Por Eliseu Wisniewski, presbítero da Congregação da Missão (padres vicentinos) Província do Sul, mestre em Teologia pela Pontifícia Universidade Católica do Paraná (PUCPR), em resenha da obra A salvação da pátria amada: religião e extrema direita no Brasil (Paulus, 2024, 312 p.), organizada por João Décio Passos e Wagner Lopes Sanchez.
Eis o artigo:
O livro A salvação da pátria amada: religião e extrema direita no Brasil (Paulus, 2024, 312 p.), organizado pelos doutores em Teologia João Décio Passos e Wagner Lopes Sanchez, resulta de dois Ciclos de Debates sobre Religião e Extrema Direita no Brasil, promovidos dentro do Programa de Estudos Pós-graduados em Ciência da Religião, da Pontifícia Universidade Católica de São Paulo (PUC-SP), pelos professores João Décio Passos e Wagner Lopes Sanchez, responsáveis por duas disciplinas: Colóquios de Pesquisa, do doutorado, e Campo Religioso Brasileiro, do mestrado. O primeiro ciclo aconteceu em setembro de 2023, com três mesas-redondas, e tinha como temática geral “A salvação da pátria cristã”; o segundo aconteceu em março de 2024, com uma mesa-redonda sobre “Os indesejados da pátria amada”.

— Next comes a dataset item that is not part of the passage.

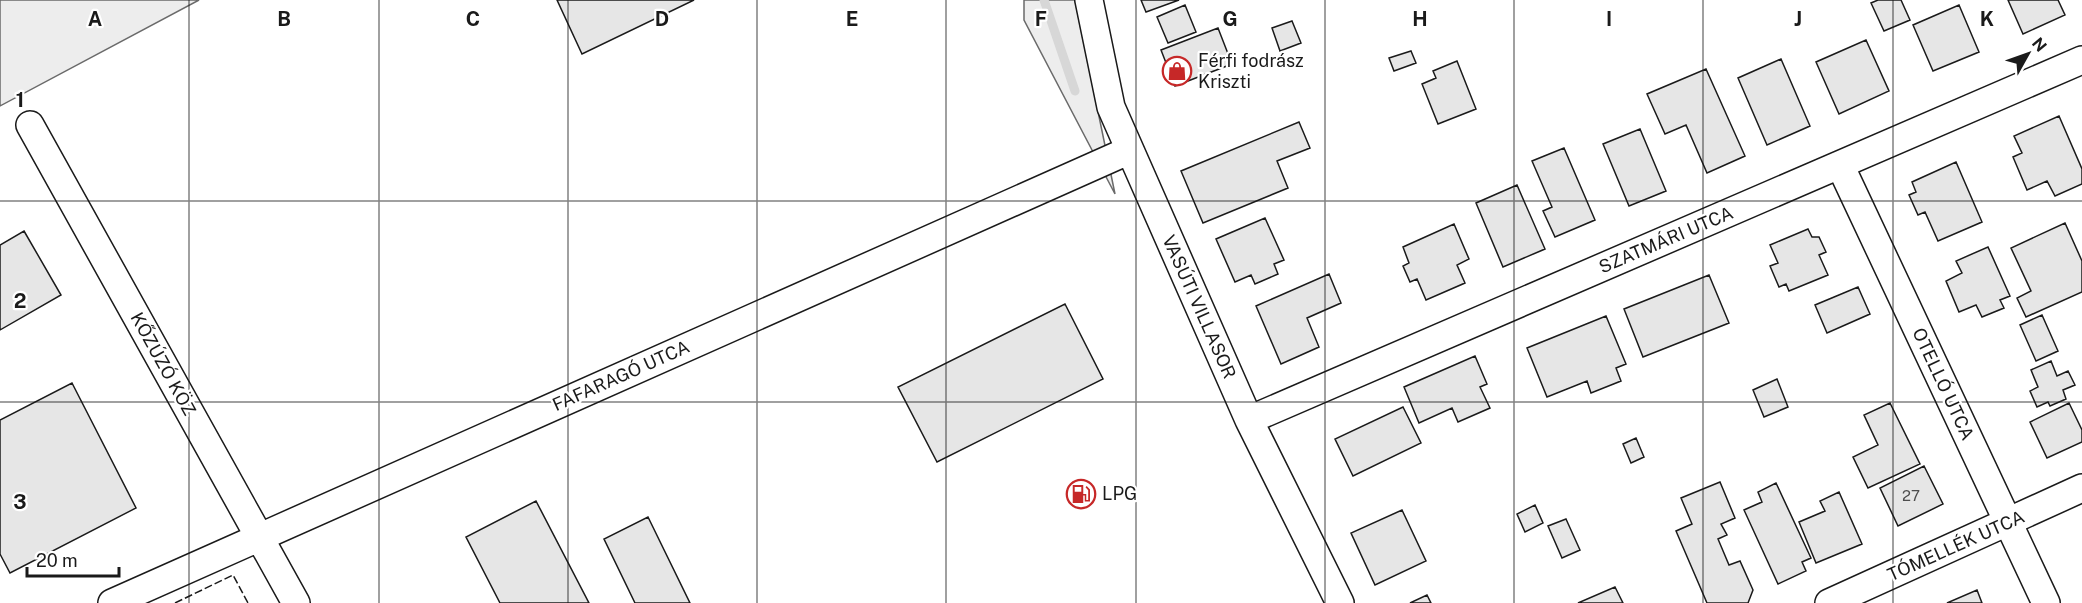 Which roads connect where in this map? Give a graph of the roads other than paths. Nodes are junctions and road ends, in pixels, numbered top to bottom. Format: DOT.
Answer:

Conforme nos informam os organizadores (p. 7-14), o primeiro ciclo, de viés histórico-analítico, teve por objetivo compreender as relações entre religião e poder político no Brasil desde o governo de Vargas até os anos mais recentes, com a chegada da extrema direita bolsonarista. As conferências proferidas fizeram um diagnóstico da articulação das Igrejas cristãs com grupos autoritários e expuseram seus arcabouços ideológicos. Em diferentes momentos da história brasileira, as elites civil, militar e religiosa construíram projetos políticos pautados pelo obscurantismo que recorreram ao discurso religioso para autolegitimar-se.

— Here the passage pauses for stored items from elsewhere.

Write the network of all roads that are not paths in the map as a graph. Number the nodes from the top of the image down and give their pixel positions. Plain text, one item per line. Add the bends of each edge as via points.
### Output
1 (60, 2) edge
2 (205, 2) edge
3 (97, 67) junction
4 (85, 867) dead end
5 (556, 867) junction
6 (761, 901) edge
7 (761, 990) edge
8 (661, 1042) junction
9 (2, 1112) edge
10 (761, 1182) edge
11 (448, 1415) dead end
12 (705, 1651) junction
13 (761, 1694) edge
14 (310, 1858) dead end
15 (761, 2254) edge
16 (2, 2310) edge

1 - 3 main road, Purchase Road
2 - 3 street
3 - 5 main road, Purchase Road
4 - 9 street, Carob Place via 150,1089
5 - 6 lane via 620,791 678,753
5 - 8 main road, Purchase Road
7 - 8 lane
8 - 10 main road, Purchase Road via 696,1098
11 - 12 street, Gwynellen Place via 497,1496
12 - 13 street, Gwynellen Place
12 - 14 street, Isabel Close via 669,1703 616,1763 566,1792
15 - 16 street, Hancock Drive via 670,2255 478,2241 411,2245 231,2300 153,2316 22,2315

Por sua vez as reflexões sobre “os indesejados da pátria amada” examinaram o impacto do governo de extrema direita, instalado em 2019, sobre alguns segmentos da sociedade brasileira: as mulheres, o povo negro e o público LGBT. Esse impacto se deu tanto em discursos de ódio contra os indesejados quanto na destruição de políticas públicas voltadas a atender a esses segmentos. A presente publicação recolhe as referidas reflexões em duas partes.
A primeira parte (p. 15-155), composta de seis explanações resgata a história da relação entre governos e regimes de extrema direita com suas fundamentações e apoios religiosos. Estes são os capítulos e autores:
1) A “tropicália” integralista de Plínio Salgado de autoria de Marcelo Cabral de Araújo;
2) A Igreja católica e o governo Vargas: colaboração nascida de uma identidade programática elaborada por Jorge Miguel Acosta Soares;
3) O apoio católico e protestante ao golpe civil e militar de 1964 escrita por Daniel Augusto Schmidt;
4) Integrismo: início e desdobramentos no Brasil de autoria de Ney de Souza;
5) Anos inquietantes: o processo de consolidação da direita evangélica no Brasil nas primeiras décadas do século XXI elaborado por Magali Cunha;
6) Apologética e hermenêutica bíblica fundamentalista no discurso político do Brasil contemporâneo escrito por Petterson Brey.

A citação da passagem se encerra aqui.